> **Aim of the exercise**: The expected answer is the data below, retyped exactly.
○ ○ ○ ○ ○ ○ ○
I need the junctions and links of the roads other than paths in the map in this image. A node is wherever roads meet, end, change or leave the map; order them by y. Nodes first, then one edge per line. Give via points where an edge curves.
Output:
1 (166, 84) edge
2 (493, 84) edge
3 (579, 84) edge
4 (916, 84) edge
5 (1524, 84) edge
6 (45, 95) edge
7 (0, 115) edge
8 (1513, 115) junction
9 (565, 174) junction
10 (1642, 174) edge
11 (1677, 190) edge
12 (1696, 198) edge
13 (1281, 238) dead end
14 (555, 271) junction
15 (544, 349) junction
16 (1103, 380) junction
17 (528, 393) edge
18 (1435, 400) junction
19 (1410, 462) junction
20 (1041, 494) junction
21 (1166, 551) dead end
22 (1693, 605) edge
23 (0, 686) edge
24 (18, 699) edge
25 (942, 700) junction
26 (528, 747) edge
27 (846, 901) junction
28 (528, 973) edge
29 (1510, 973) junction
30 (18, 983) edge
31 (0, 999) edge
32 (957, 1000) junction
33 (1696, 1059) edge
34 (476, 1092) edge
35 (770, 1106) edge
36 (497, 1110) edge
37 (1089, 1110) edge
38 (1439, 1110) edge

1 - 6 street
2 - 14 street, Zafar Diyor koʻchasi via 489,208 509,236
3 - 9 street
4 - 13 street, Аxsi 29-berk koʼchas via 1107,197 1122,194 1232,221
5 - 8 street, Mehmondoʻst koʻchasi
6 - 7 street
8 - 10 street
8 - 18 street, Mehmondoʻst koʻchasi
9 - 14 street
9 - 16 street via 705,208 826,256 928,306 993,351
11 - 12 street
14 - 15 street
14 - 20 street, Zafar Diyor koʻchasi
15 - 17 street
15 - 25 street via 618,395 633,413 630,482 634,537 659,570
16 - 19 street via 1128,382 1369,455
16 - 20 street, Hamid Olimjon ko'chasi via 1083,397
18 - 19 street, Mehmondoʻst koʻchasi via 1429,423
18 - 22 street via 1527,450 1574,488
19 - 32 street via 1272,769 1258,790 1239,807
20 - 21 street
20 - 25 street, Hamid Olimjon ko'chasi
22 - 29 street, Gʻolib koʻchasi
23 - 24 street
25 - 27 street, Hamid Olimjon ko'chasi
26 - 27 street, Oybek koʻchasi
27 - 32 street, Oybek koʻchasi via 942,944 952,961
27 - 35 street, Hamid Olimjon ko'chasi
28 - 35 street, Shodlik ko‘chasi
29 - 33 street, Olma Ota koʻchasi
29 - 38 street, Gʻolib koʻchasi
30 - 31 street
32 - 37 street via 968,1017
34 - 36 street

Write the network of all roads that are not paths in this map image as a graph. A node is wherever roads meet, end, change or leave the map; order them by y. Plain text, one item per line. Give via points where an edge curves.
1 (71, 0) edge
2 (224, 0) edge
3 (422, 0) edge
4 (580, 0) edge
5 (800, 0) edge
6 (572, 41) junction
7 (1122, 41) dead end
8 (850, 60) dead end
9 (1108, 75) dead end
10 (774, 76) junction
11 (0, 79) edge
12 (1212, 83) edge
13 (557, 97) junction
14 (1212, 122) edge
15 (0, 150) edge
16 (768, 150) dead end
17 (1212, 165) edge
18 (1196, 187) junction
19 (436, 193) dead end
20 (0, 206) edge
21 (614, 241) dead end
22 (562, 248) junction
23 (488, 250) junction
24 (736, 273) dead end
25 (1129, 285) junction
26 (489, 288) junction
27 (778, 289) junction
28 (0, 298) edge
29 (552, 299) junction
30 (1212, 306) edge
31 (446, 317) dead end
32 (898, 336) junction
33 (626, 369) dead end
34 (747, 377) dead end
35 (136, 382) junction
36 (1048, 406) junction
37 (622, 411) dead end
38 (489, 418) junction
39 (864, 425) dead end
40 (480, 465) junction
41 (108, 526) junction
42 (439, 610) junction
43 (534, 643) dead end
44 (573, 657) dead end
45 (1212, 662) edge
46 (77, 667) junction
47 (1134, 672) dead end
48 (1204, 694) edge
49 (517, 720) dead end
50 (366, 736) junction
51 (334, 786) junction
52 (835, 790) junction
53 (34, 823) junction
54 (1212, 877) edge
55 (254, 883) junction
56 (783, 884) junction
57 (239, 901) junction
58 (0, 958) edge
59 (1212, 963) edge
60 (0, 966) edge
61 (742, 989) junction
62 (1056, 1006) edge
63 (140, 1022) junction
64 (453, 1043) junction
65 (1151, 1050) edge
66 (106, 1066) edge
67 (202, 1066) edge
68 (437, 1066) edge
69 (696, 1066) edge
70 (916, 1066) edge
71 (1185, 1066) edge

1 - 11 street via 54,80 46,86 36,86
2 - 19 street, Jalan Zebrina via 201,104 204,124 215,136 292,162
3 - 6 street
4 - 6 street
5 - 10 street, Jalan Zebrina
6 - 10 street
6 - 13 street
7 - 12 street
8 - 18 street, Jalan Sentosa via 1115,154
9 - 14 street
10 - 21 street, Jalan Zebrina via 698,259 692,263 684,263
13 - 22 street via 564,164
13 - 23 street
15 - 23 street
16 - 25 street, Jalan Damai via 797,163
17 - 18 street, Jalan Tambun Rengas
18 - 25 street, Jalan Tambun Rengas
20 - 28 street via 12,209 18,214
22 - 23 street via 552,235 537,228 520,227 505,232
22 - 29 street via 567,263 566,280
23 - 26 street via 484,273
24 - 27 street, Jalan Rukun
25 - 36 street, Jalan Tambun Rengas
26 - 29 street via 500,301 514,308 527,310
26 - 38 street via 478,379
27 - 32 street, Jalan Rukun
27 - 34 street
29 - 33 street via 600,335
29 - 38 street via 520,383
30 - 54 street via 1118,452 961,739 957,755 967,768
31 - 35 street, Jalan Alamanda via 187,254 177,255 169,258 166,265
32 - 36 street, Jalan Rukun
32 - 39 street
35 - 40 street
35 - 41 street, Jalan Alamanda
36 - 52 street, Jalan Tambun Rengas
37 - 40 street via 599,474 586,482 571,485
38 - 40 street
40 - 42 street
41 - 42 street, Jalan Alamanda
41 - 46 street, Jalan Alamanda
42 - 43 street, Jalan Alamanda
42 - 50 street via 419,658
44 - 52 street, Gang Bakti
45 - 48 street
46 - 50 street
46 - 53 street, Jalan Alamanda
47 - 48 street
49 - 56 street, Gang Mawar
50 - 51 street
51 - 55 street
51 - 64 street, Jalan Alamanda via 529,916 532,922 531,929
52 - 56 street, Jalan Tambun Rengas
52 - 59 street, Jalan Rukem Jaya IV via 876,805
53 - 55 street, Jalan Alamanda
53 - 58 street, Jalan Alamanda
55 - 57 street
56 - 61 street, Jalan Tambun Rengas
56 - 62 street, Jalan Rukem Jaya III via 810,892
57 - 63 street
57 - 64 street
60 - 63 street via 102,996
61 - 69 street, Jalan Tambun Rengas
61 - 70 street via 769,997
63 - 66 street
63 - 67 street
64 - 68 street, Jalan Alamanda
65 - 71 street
○ ○ ○ ○ ○ ○ ○
> **Written response**:
I need the junctions and links of the roads other than paths in the map in this image. A node is wherever roads meet, end, change or leave the map; order them by y. Nodes first, then one edge per line. Give via points where an edge curves.
Output:
1 (166, 84) edge
2 (493, 84) edge
3 (579, 84) edge
4 (916, 84) edge
5 (1524, 84) edge
6 (45, 95) edge
7 (0, 115) edge
8 (1513, 115) junction
9 (565, 174) junction
10 (1642, 174) edge
11 (1677, 190) edge
12 (1696, 198) edge
13 (1281, 238) dead end
14 (555, 271) junction
15 (544, 349) junction
16 (1103, 380) junction
17 (528, 393) edge
18 (1435, 400) junction
19 (1410, 462) junction
20 (1041, 494) junction
21 (1166, 551) dead end
22 (1693, 605) edge
23 (0, 686) edge
24 (18, 699) edge
25 (942, 700) junction
26 (528, 747) edge
27 (846, 901) junction
28 (528, 973) edge
29 (1510, 973) junction
30 (18, 983) edge
31 (0, 999) edge
32 (957, 1000) junction
33 (1696, 1059) edge
34 (476, 1092) edge
35 (770, 1106) edge
36 (497, 1110) edge
37 (1089, 1110) edge
38 (1439, 1110) edge

1 - 6 street
2 - 14 street, Zafar Diyor koʻchasi via 489,208 509,236
3 - 9 street
4 - 13 street, Аxsi 29-berk koʼchas via 1107,197 1122,194 1232,221
5 - 8 street, Mehmondoʻst koʻchasi
6 - 7 street
8 - 10 street
8 - 18 street, Mehmondoʻst koʻchasi
9 - 14 street
9 - 16 street via 705,208 826,256 928,306 993,351
11 - 12 street
14 - 15 street
14 - 20 street, Zafar Diyor koʻchasi
15 - 17 street
15 - 25 street via 618,395 633,413 630,482 634,537 659,570
16 - 19 street via 1128,382 1369,455
16 - 20 street, Hamid Olimjon ko'chasi via 1083,397
18 - 19 street, Mehmondoʻst koʻchasi via 1429,423
18 - 22 street via 1527,450 1574,488
19 - 32 street via 1272,769 1258,790 1239,807
20 - 21 street
20 - 25 street, Hamid Olimjon ko'chasi
22 - 29 street, Gʻolib koʻchasi
23 - 24 street
25 - 27 street, Hamid Olimjon ko'chasi
26 - 27 street, Oybek koʻchasi
27 - 32 street, Oybek koʻchasi via 942,944 952,961
27 - 35 street, Hamid Olimjon ko'chasi
28 - 35 street, Shodlik ko‘chasi
29 - 33 street, Olma Ota koʻchasi
29 - 38 street, Gʻolib koʻchasi
30 - 31 street
32 - 37 street via 968,1017
34 - 36 street

Write the network of all roads that are not paths in this map image as a graph. A node is wherever roads meet, end, change or leave the map; order them by y. Plain text, one item per line. Give via points where an edge curves.
1 (71, 0) edge
2 (224, 0) edge
3 (422, 0) edge
4 (580, 0) edge
5 (800, 0) edge
6 (572, 41) junction
7 (1122, 41) dead end
8 (850, 60) dead end
9 (1108, 75) dead end
10 (774, 76) junction
11 (0, 79) edge
12 (1212, 83) edge
13 (557, 97) junction
14 (1212, 122) edge
15 (0, 150) edge
16 (768, 150) dead end
17 (1212, 165) edge
18 (1196, 187) junction
19 (436, 193) dead end
20 (0, 206) edge
21 (614, 241) dead end
22 (562, 248) junction
23 (488, 250) junction
24 (736, 273) dead end
25 (1129, 285) junction
26 (489, 288) junction
27 (778, 289) junction
28 (0, 298) edge
29 (552, 299) junction
30 (1212, 306) edge
31 (446, 317) dead end
32 (898, 336) junction
33 (626, 369) dead end
34 (747, 377) dead end
35 (136, 382) junction
36 (1048, 406) junction
37 (622, 411) dead end
38 (489, 418) junction
39 (864, 425) dead end
40 (480, 465) junction
41 (108, 526) junction
42 (439, 610) junction
43 (534, 643) dead end
44 (573, 657) dead end
45 (1212, 662) edge
46 (77, 667) junction
47 (1134, 672) dead end
48 (1204, 694) edge
49 (517, 720) dead end
50 (366, 736) junction
51 (334, 786) junction
52 (835, 790) junction
53 (34, 823) junction
54 (1212, 877) edge
55 (254, 883) junction
56 (783, 884) junction
57 (239, 901) junction
58 (0, 958) edge
59 (1212, 963) edge
60 (0, 966) edge
61 (742, 989) junction
62 (1056, 1006) edge
63 (140, 1022) junction
64 (453, 1043) junction
65 (1151, 1050) edge
66 (106, 1066) edge
67 (202, 1066) edge
68 (437, 1066) edge
69 (696, 1066) edge
70 (916, 1066) edge
71 (1185, 1066) edge

1 - 11 street via 54,80 46,86 36,86
2 - 19 street, Jalan Zebrina via 201,104 204,124 215,136 292,162
3 - 6 street
4 - 6 street
5 - 10 street, Jalan Zebrina
6 - 10 street
6 - 13 street
7 - 12 street
8 - 18 street, Jalan Sentosa via 1115,154
9 - 14 street
10 - 21 street, Jalan Zebrina via 698,259 692,263 684,263
13 - 22 street via 564,164
13 - 23 street
15 - 23 street
16 - 25 street, Jalan Damai via 797,163
17 - 18 street, Jalan Tambun Rengas
18 - 25 street, Jalan Tambun Rengas
20 - 28 street via 12,209 18,214
22 - 23 street via 552,235 537,228 520,227 505,232
22 - 29 street via 567,263 566,280
23 - 26 street via 484,273
24 - 27 street, Jalan Rukun
25 - 36 street, Jalan Tambun Rengas
26 - 29 street via 500,301 514,308 527,310
26 - 38 street via 478,379
27 - 32 street, Jalan Rukun
27 - 34 street
29 - 33 street via 600,335
29 - 38 street via 520,383
30 - 54 street via 1118,452 961,739 957,755 967,768
31 - 35 street, Jalan Alamanda via 187,254 177,255 169,258 166,265
32 - 36 street, Jalan Rukun
32 - 39 street
35 - 40 street
35 - 41 street, Jalan Alamanda
36 - 52 street, Jalan Tambun Rengas
37 - 40 street via 599,474 586,482 571,485
38 - 40 street
40 - 42 street
41 - 42 street, Jalan Alamanda
41 - 46 street, Jalan Alamanda
42 - 43 street, Jalan Alamanda
42 - 50 street via 419,658
44 - 52 street, Gang Bakti
45 - 48 street
46 - 50 street
46 - 53 street, Jalan Alamanda
47 - 48 street
49 - 56 street, Gang Mawar
50 - 51 street
51 - 55 street
51 - 64 street, Jalan Alamanda via 529,916 532,922 531,929
52 - 56 street, Jalan Tambun Rengas
52 - 59 street, Jalan Rukem Jaya IV via 876,805
53 - 55 street, Jalan Alamanda
53 - 58 street, Jalan Alamanda
55 - 57 street
56 - 61 street, Jalan Tambun Rengas
56 - 62 street, Jalan Rukem Jaya III via 810,892
57 - 63 street
57 - 64 street
60 - 63 street via 102,996
61 - 69 street, Jalan Tambun Rengas
61 - 70 street via 769,997
63 - 66 street
63 - 67 street
64 - 68 street, Jalan Alamanda
65 - 71 street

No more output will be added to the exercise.